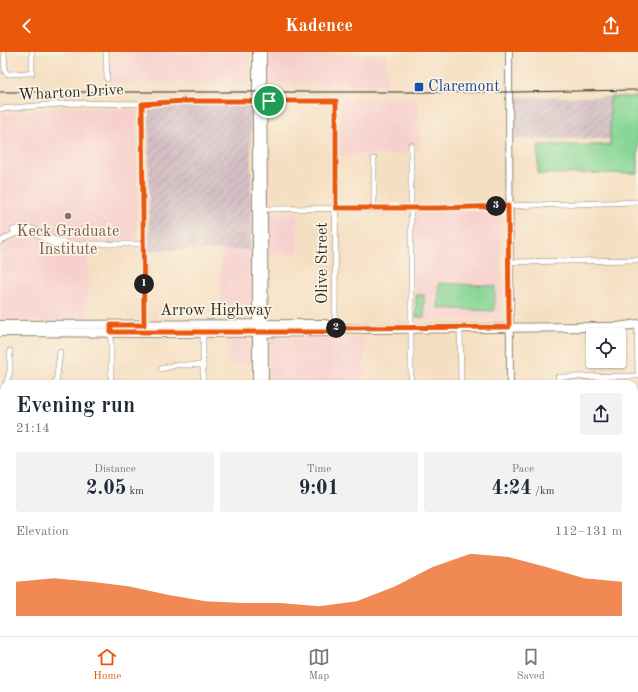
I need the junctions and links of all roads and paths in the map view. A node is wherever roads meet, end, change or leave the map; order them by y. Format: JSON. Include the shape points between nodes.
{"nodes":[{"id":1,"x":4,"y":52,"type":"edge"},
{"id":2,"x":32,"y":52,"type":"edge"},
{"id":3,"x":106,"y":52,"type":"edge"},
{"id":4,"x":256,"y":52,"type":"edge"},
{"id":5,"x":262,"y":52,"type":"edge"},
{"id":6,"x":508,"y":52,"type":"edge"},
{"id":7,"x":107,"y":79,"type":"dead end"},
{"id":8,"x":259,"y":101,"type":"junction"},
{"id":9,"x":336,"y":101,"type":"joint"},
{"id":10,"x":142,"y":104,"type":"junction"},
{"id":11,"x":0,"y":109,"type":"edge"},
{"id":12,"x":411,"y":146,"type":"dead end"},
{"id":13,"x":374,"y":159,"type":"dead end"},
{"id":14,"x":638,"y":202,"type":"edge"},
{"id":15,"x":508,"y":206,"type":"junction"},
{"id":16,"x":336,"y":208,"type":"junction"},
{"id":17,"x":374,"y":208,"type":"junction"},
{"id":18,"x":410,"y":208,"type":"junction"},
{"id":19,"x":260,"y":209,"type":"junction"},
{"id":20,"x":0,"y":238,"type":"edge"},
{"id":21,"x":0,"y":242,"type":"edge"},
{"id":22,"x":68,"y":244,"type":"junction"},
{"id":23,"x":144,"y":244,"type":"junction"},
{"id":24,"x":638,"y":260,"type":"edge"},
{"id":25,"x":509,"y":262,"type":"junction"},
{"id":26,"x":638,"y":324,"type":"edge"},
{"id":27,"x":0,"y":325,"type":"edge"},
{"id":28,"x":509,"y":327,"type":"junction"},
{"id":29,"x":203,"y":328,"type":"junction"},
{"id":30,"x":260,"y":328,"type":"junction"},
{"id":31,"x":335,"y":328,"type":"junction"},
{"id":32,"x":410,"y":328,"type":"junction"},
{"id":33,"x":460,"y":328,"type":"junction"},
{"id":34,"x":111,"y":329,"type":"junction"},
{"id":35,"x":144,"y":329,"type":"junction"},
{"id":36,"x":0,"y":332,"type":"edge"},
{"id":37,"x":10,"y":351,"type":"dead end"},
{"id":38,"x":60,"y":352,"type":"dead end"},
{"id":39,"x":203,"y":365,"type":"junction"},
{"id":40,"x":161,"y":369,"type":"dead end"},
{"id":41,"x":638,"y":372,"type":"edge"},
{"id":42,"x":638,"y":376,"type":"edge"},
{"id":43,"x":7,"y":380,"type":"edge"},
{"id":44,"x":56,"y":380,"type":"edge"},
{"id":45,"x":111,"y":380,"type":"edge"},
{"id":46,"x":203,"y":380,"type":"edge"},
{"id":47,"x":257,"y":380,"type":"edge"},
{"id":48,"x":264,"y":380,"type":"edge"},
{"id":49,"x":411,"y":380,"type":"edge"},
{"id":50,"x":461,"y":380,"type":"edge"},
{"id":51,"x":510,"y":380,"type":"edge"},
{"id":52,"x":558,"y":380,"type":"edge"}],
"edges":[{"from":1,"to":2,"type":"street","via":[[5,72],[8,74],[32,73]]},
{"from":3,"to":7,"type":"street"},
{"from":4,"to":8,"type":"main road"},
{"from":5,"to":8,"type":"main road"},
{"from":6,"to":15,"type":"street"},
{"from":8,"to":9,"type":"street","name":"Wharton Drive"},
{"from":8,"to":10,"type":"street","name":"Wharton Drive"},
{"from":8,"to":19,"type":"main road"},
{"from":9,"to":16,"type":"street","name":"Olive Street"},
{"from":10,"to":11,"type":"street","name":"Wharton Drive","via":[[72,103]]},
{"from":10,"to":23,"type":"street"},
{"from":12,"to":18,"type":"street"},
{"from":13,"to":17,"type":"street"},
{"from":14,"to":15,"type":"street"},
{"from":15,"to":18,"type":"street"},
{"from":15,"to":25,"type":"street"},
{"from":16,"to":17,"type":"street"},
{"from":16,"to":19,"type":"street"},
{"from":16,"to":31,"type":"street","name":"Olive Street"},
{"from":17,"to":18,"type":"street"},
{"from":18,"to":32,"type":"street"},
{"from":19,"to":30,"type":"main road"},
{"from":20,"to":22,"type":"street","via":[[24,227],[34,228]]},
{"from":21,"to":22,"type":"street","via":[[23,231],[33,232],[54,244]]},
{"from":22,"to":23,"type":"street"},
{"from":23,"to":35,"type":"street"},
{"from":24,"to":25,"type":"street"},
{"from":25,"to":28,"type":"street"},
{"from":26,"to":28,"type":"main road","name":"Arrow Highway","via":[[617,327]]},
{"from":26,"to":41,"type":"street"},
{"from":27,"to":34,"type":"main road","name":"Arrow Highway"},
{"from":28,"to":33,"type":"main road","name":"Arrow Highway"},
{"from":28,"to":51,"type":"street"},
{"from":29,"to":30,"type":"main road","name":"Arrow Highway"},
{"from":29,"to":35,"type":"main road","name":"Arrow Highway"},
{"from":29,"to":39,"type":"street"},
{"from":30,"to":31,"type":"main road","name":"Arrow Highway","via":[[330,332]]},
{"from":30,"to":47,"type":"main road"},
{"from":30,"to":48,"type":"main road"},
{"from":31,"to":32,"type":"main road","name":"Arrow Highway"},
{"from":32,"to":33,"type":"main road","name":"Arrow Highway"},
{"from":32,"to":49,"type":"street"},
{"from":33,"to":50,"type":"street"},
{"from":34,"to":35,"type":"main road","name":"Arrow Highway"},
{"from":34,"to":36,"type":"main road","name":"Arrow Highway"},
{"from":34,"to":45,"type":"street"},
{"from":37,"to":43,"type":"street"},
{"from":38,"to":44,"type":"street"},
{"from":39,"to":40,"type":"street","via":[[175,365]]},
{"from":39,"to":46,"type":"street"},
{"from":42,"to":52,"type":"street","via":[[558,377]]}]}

> _Work to be completed_
Leaving the pictures aside, repeat the data above exactly.

> _Response_
I need the junctions and links of all roads and paths in the map view. A node is wherever roads meet, end, change or leave the map; order them by y. Format: JSON. Include the shape points between nodes.
{"nodes":[{"id":1,"x":4,"y":52,"type":"edge"},
{"id":2,"x":32,"y":52,"type":"edge"},
{"id":3,"x":106,"y":52,"type":"edge"},
{"id":4,"x":256,"y":52,"type":"edge"},
{"id":5,"x":262,"y":52,"type":"edge"},
{"id":6,"x":508,"y":52,"type":"edge"},
{"id":7,"x":107,"y":79,"type":"dead end"},
{"id":8,"x":259,"y":101,"type":"junction"},
{"id":9,"x":336,"y":101,"type":"joint"},
{"id":10,"x":142,"y":104,"type":"junction"},
{"id":11,"x":0,"y":109,"type":"edge"},
{"id":12,"x":411,"y":146,"type":"dead end"},
{"id":13,"x":374,"y":159,"type":"dead end"},
{"id":14,"x":638,"y":202,"type":"edge"},
{"id":15,"x":508,"y":206,"type":"junction"},
{"id":16,"x":336,"y":208,"type":"junction"},
{"id":17,"x":374,"y":208,"type":"junction"},
{"id":18,"x":410,"y":208,"type":"junction"},
{"id":19,"x":260,"y":209,"type":"junction"},
{"id":20,"x":0,"y":238,"type":"edge"},
{"id":21,"x":0,"y":242,"type":"edge"},
{"id":22,"x":68,"y":244,"type":"junction"},
{"id":23,"x":144,"y":244,"type":"junction"},
{"id":24,"x":638,"y":260,"type":"edge"},
{"id":25,"x":509,"y":262,"type":"junction"},
{"id":26,"x":638,"y":324,"type":"edge"},
{"id":27,"x":0,"y":325,"type":"edge"},
{"id":28,"x":509,"y":327,"type":"junction"},
{"id":29,"x":203,"y":328,"type":"junction"},
{"id":30,"x":260,"y":328,"type":"junction"},
{"id":31,"x":335,"y":328,"type":"junction"},
{"id":32,"x":410,"y":328,"type":"junction"},
{"id":33,"x":460,"y":328,"type":"junction"},
{"id":34,"x":111,"y":329,"type":"junction"},
{"id":35,"x":144,"y":329,"type":"junction"},
{"id":36,"x":0,"y":332,"type":"edge"},
{"id":37,"x":10,"y":351,"type":"dead end"},
{"id":38,"x":60,"y":352,"type":"dead end"},
{"id":39,"x":203,"y":365,"type":"junction"},
{"id":40,"x":161,"y":369,"type":"dead end"},
{"id":41,"x":638,"y":372,"type":"edge"},
{"id":42,"x":638,"y":376,"type":"edge"},
{"id":43,"x":7,"y":380,"type":"edge"},
{"id":44,"x":56,"y":380,"type":"edge"},
{"id":45,"x":111,"y":380,"type":"edge"},
{"id":46,"x":203,"y":380,"type":"edge"},
{"id":47,"x":257,"y":380,"type":"edge"},
{"id":48,"x":264,"y":380,"type":"edge"},
{"id":49,"x":411,"y":380,"type":"edge"},
{"id":50,"x":461,"y":380,"type":"edge"},
{"id":51,"x":510,"y":380,"type":"edge"},
{"id":52,"x":558,"y":380,"type":"edge"}],
"edges":[{"from":1,"to":2,"type":"street","via":[[5,72],[8,74],[32,73]]},
{"from":3,"to":7,"type":"street"},
{"from":4,"to":8,"type":"main road"},
{"from":5,"to":8,"type":"main road"},
{"from":6,"to":15,"type":"street"},
{"from":8,"to":9,"type":"street","name":"Wharton Drive"},
{"from":8,"to":10,"type":"street","name":"Wharton Drive"},
{"from":8,"to":19,"type":"main road"},
{"from":9,"to":16,"type":"street","name":"Olive Street"},
{"from":10,"to":11,"type":"street","name":"Wharton Drive","via":[[72,103]]},
{"from":10,"to":23,"type":"street"},
{"from":12,"to":18,"type":"street"},
{"from":13,"to":17,"type":"street"},
{"from":14,"to":15,"type":"street"},
{"from":15,"to":18,"type":"street"},
{"from":15,"to":25,"type":"street"},
{"from":16,"to":17,"type":"street"},
{"from":16,"to":19,"type":"street"},
{"from":16,"to":31,"type":"street","name":"Olive Street"},
{"from":17,"to":18,"type":"street"},
{"from":18,"to":32,"type":"street"},
{"from":19,"to":30,"type":"main road"},
{"from":20,"to":22,"type":"street","via":[[24,227],[34,228]]},
{"from":21,"to":22,"type":"street","via":[[23,231],[33,232],[54,244]]},
{"from":22,"to":23,"type":"street"},
{"from":23,"to":35,"type":"street"},
{"from":24,"to":25,"type":"street"},
{"from":25,"to":28,"type":"street"},
{"from":26,"to":28,"type":"main road","name":"Arrow Highway","via":[[617,327]]},
{"from":26,"to":41,"type":"street"},
{"from":27,"to":34,"type":"main road","name":"Arrow Highway"},
{"from":28,"to":33,"type":"main road","name":"Arrow Highway"},
{"from":28,"to":51,"type":"street"},
{"from":29,"to":30,"type":"main road","name":"Arrow Highway"},
{"from":29,"to":35,"type":"main road","name":"Arrow Highway"},
{"from":29,"to":39,"type":"street"},
{"from":30,"to":31,"type":"main road","name":"Arrow Highway","via":[[330,332]]},
{"from":30,"to":47,"type":"main road"},
{"from":30,"to":48,"type":"main road"},
{"from":31,"to":32,"type":"main road","name":"Arrow Highway"},
{"from":32,"to":33,"type":"main road","name":"Arrow Highway"},
{"from":32,"to":49,"type":"street"},
{"from":33,"to":50,"type":"street"},
{"from":34,"to":35,"type":"main road","name":"Arrow Highway"},
{"from":34,"to":36,"type":"main road","name":"Arrow Highway"},
{"from":34,"to":45,"type":"street"},
{"from":37,"to":43,"type":"street"},
{"from":38,"to":44,"type":"street"},
{"from":39,"to":40,"type":"street","via":[[175,365]]},
{"from":39,"to":46,"type":"street"},
{"from":42,"to":52,"type":"street","via":[[558,377]]}]}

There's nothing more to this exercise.